--- SUPPLIED RECORDS ---
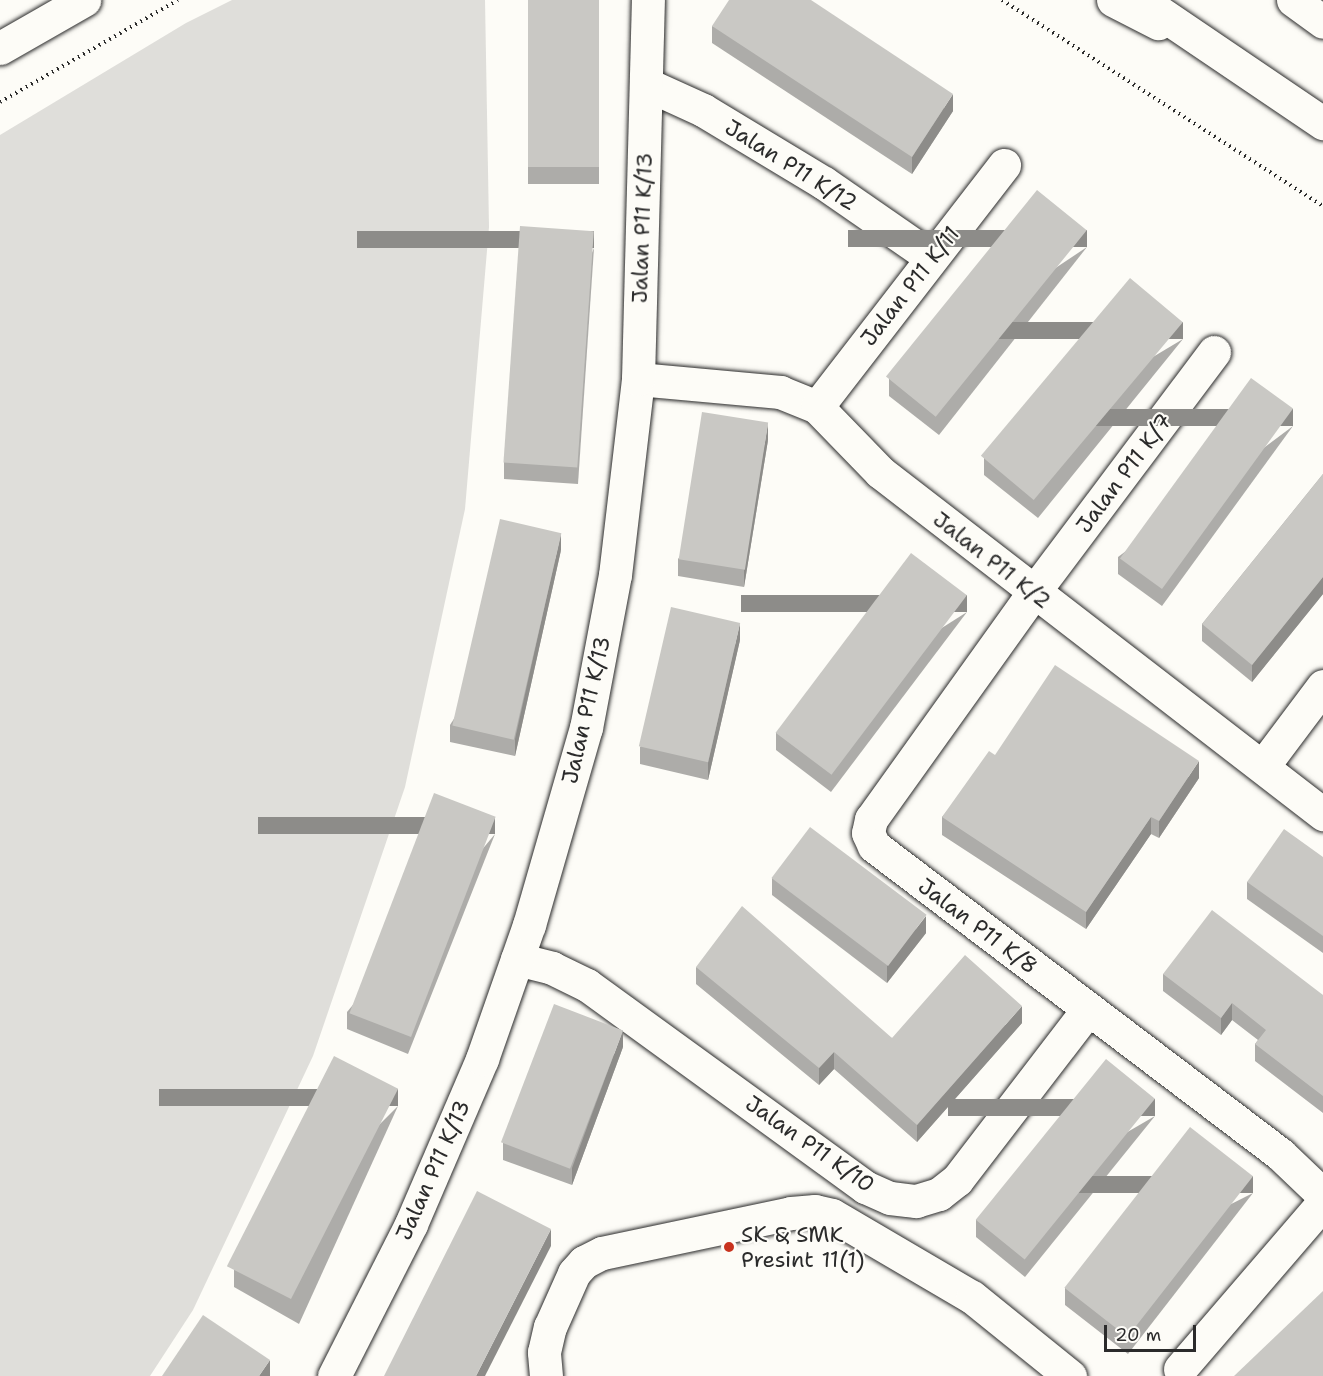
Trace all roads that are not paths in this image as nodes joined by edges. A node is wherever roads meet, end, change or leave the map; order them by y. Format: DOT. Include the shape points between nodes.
graph roads {
  1 [pos="84,0"];
  2 [pos="648,0"];
  3 [pos="1113,0"];
  4 [pos="1141,0"];
  5 [pos="1293,0"];
  6 [pos="1323,22"];
  7 [pos="0,48"];
  8 [pos="1208,48"];
  9 [pos="646,84"];
  10 [pos="1323,123"];
  11 [pos="1004,165"];
  12 [pos="931,257"];
  13 [pos="1214,352"];
  14 [pos="638,379"];
  15 [pos="817,407"];
  16 [pos="1033,593"];
  17 [pos="1323,686"];
  18 [pos="1263,766"];
  19 [pos="1323,814"];
  20 [pos="517,958"];
  21 [pos="1088,1009"];
  22 [pos="1323,1195"];
  23 [pos="1323,1203"];
  24 [pos="1180,1369"];
  25 [pos="334,1376"];
  26 [pos="546,1376"];
  27 [pos="1070,1376"];
  1 -- 7 [label="street"];
  2 -- 9 [label="street, Jalan P11 K/13"];
  3 -- 8 [label="street"];
  4 -- 8 [label="street"];
  5 -- 6 [label="street"];
  8 -- 10 [label="street"];
  9 -- 12 [label="street, Jalan P11 K/12" via="703,110 804,171"];
  9 -- 14 [label="street, Jalan P11 K/13"];
  11 -- 12 [label="street, Jalan P11 K/11"];
  12 -- 15 [label="street, Jalan P11 K/11"];
  13 -- 16 [label="street, Jalan P11 K/7"];
  14 -- 15 [label="street, Jalan P11 K/2" via="780,392"];
  14 -- 20 [label="street, Jalan P11 K/13" via="615,575 585,728"];
  15 -- 16 [label="street, Jalan P11 K/2" via="879,472"];
  16 -- 18 [label="street, Jalan P11 K/2"];
  16 -- 21 [label="street, Jalan P11 K/8" via="871,819 868,833 874,846"];
  17 -- 18 [label="street"];
  18 -- 19 [label="street, Jalan P11 K/2"];
  20 -- 21 [label="street, Jalan P11 K/10" via="552,968 587,985 865,1187 890,1198 916,1201 939,1194 957,1180"];
  20 -- 25 [label="street, Jalan P11 K/13" via="482,1059 411,1224"];
  21 -- 22 [label="street, Jalan P11 K/8" via="1280,1154"];
  23 -- 24 [label="street"];
  26 -- 27 [label="street" via="544,1352 550,1327 574,1274 584,1262 602,1253 815,1211 832,1215 972,1297"];
}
---
### AIM OF THE EXERCISE
When the word "roads" shows up in a line of the material, count that line; report only the final number.

### RESPONSE AREA
2